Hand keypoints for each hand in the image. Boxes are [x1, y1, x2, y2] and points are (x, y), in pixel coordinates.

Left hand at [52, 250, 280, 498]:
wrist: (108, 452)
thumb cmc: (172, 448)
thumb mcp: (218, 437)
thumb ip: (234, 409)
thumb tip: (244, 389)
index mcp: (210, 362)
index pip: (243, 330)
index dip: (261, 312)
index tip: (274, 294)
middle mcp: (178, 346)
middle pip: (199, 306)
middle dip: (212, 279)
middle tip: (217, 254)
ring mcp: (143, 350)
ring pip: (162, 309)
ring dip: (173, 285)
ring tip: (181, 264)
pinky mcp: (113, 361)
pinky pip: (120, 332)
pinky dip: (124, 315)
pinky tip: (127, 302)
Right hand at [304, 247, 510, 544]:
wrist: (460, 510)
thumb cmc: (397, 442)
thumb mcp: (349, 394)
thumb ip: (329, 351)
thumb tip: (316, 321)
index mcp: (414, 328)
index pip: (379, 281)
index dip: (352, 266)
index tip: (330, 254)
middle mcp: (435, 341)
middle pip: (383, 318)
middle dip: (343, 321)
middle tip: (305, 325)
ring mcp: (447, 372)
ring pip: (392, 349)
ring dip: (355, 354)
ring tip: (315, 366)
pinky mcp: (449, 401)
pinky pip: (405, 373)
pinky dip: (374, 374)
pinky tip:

┄┄┄┄┄┄┄┄┄┄

Could you find every line in the records above that has the string "index" and copy it?

index mcp: (210, 362)
index pip: (243, 330)
index dip: (261, 312)
index tip: (274, 294)
index mcp: (414, 328)
index pip: (379, 281)
index dip: (352, 266)
index tip: (330, 254)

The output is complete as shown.